SUPPLIED ENTRIES:
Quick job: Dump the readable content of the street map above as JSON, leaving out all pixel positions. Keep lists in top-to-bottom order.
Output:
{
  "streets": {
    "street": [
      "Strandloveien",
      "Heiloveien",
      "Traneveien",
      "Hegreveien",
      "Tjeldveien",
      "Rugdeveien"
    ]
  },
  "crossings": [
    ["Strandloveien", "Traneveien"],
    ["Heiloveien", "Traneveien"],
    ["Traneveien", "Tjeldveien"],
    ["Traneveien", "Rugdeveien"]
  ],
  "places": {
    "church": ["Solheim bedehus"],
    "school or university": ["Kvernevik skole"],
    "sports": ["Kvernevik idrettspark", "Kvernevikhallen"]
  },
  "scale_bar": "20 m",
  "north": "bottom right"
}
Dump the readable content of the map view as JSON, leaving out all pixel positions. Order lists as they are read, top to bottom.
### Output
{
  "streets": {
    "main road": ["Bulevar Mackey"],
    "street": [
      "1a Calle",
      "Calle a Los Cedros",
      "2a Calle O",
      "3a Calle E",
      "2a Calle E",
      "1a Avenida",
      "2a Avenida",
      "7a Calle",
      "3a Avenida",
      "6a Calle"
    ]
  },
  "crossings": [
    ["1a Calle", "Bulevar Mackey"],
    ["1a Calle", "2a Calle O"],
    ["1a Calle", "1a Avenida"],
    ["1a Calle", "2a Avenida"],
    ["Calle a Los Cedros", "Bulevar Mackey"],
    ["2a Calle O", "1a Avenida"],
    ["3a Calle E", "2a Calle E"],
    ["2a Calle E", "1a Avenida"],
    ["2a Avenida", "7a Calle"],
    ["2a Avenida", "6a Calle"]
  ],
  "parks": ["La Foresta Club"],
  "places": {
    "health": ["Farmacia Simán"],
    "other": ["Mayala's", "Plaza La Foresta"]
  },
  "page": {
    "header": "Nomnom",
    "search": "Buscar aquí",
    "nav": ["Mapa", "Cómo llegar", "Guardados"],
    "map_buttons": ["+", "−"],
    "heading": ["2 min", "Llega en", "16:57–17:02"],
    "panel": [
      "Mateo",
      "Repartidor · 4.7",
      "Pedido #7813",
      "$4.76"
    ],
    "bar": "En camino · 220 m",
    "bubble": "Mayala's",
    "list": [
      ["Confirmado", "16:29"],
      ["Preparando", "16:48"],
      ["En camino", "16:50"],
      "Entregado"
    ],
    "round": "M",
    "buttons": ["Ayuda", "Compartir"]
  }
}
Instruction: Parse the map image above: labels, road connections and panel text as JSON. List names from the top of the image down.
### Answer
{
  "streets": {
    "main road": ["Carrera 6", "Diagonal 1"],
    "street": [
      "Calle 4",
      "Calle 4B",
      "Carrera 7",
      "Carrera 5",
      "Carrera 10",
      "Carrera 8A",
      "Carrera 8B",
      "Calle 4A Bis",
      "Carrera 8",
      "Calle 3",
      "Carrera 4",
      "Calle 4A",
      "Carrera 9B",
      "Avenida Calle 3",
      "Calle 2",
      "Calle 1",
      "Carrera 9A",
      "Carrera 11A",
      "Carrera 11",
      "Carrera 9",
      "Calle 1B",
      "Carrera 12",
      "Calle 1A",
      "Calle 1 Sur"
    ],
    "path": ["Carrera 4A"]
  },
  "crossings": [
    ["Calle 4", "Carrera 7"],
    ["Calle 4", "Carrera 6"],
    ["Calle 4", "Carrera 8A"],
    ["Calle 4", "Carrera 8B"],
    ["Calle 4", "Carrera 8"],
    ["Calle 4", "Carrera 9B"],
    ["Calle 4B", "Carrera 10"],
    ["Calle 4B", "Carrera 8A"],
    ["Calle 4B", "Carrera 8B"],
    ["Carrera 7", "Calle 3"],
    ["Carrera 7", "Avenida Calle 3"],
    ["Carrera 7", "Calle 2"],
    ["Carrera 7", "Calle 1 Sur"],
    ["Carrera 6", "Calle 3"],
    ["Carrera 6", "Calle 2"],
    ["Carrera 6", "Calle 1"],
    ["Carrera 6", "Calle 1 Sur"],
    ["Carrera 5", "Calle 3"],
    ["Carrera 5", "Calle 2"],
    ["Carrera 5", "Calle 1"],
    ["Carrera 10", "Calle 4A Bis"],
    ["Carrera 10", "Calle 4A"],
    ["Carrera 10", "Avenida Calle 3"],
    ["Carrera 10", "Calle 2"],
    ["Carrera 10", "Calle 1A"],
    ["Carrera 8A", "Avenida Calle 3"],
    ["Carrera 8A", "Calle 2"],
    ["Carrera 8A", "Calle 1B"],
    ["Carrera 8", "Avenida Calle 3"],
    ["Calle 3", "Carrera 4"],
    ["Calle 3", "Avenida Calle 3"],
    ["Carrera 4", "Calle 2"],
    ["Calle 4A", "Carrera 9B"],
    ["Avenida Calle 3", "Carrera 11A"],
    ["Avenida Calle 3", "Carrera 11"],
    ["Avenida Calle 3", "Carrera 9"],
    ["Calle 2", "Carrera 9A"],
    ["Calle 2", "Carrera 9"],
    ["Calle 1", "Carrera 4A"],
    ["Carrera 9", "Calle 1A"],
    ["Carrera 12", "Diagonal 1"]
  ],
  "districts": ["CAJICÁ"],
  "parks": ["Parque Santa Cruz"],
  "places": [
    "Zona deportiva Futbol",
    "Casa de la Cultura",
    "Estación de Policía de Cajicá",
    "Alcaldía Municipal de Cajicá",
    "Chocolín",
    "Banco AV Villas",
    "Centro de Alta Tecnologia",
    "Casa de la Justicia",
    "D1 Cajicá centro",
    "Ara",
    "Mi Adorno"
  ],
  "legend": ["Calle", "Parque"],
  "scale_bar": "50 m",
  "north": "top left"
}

TASK PROMPT:
Exactly as they stand, please print the lines from the first line of the records above down to the line that includes "Dump the readable content of the map", both of those included and no others.

RESULT FOR THIS EXERCISE:
Quick job: Dump the readable content of the street map above as JSON, leaving out all pixel positions. Keep lists in top-to-bottom order.
Output:
{
  "streets": {
    "street": [
      "Strandloveien",
      "Heiloveien",
      "Traneveien",
      "Hegreveien",
      "Tjeldveien",
      "Rugdeveien"
    ]
  },
  "crossings": [
    ["Strandloveien", "Traneveien"],
    ["Heiloveien", "Traneveien"],
    ["Traneveien", "Tjeldveien"],
    ["Traneveien", "Rugdeveien"]
  ],
  "places": {
    "church": ["Solheim bedehus"],
    "school or university": ["Kvernevik skole"],
    "sports": ["Kvernevik idrettspark", "Kvernevikhallen"]
  },
  "scale_bar": "20 m",
  "north": "bottom right"
}
Dump the readable content of the map view as JSON, leaving out all pixel positions. Order lists as they are read, top to bottom.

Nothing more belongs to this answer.